Your instructions =
Below are some records; return all of them exactly as they are.

Saved entries
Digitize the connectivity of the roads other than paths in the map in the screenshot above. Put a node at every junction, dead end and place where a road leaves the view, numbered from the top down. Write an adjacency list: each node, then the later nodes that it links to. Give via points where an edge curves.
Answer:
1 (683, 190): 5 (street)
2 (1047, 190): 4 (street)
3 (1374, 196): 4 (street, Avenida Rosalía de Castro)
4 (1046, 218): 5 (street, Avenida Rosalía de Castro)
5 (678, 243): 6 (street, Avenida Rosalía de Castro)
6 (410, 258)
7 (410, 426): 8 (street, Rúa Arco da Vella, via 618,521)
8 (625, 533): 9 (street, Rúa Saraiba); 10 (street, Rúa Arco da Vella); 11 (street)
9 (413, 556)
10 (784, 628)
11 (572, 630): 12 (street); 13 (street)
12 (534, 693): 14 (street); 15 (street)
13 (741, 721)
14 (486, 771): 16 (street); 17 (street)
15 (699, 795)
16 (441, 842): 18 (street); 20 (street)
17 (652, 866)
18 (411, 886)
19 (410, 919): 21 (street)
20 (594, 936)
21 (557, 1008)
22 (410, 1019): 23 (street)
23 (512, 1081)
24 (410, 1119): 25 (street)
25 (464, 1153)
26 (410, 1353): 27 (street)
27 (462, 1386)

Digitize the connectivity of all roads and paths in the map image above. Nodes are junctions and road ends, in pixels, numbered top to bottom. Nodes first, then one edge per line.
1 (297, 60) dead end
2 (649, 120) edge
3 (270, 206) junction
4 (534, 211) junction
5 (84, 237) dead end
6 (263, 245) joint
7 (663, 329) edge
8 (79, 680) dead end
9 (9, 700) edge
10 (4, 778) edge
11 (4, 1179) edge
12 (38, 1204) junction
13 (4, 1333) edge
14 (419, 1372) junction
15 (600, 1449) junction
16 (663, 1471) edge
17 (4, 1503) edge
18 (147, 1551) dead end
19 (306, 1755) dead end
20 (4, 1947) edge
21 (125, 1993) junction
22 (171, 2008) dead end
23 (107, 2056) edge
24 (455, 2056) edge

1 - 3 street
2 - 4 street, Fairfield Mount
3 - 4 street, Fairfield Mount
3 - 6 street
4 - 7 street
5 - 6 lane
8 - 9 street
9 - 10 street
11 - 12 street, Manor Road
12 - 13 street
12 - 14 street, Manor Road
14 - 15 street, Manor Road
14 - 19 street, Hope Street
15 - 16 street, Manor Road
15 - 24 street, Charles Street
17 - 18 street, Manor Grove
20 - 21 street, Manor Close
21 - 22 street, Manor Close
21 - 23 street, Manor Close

Answer space =
Digitize the connectivity of the roads other than paths in the map in the screenshot above. Put a node at every junction, dead end and place where a road leaves the view, numbered from the top down. Write an adjacency list: each node, then the later nodes that it links to. Give via points where an edge curves.
Answer:
1 (683, 190): 5 (street)
2 (1047, 190): 4 (street)
3 (1374, 196): 4 (street, Avenida Rosalía de Castro)
4 (1046, 218): 5 (street, Avenida Rosalía de Castro)
5 (678, 243): 6 (street, Avenida Rosalía de Castro)
6 (410, 258)
7 (410, 426): 8 (street, Rúa Arco da Vella, via 618,521)
8 (625, 533): 9 (street, Rúa Saraiba); 10 (street, Rúa Arco da Vella); 11 (street)
9 (413, 556)
10 (784, 628)
11 (572, 630): 12 (street); 13 (street)
12 (534, 693): 14 (street); 15 (street)
13 (741, 721)
14 (486, 771): 16 (street); 17 (street)
15 (699, 795)
16 (441, 842): 18 (street); 20 (street)
17 (652, 866)
18 (411, 886)
19 (410, 919): 21 (street)
20 (594, 936)
21 (557, 1008)
22 (410, 1019): 23 (street)
23 (512, 1081)
24 (410, 1119): 25 (street)
25 (464, 1153)
26 (410, 1353): 27 (street)
27 (462, 1386)

Digitize the connectivity of all roads and paths in the map image above. Nodes are junctions and road ends, in pixels, numbered top to bottom. Nodes first, then one edge per line.
1 (297, 60) dead end
2 (649, 120) edge
3 (270, 206) junction
4 (534, 211) junction
5 (84, 237) dead end
6 (263, 245) joint
7 (663, 329) edge
8 (79, 680) dead end
9 (9, 700) edge
10 (4, 778) edge
11 (4, 1179) edge
12 (38, 1204) junction
13 (4, 1333) edge
14 (419, 1372) junction
15 (600, 1449) junction
16 (663, 1471) edge
17 (4, 1503) edge
18 (147, 1551) dead end
19 (306, 1755) dead end
20 (4, 1947) edge
21 (125, 1993) junction
22 (171, 2008) dead end
23 (107, 2056) edge
24 (455, 2056) edge

1 - 3 street
2 - 4 street, Fairfield Mount
3 - 4 street, Fairfield Mount
3 - 6 street
4 - 7 street
5 - 6 lane
8 - 9 street
9 - 10 street
11 - 12 street, Manor Road
12 - 13 street
12 - 14 street, Manor Road
14 - 15 street, Manor Road
14 - 19 street, Hope Street
15 - 16 street, Manor Road
15 - 24 street, Charles Street
17 - 18 street, Manor Grove
20 - 21 street, Manor Close
21 - 22 street, Manor Close
21 - 23 street, Manor Close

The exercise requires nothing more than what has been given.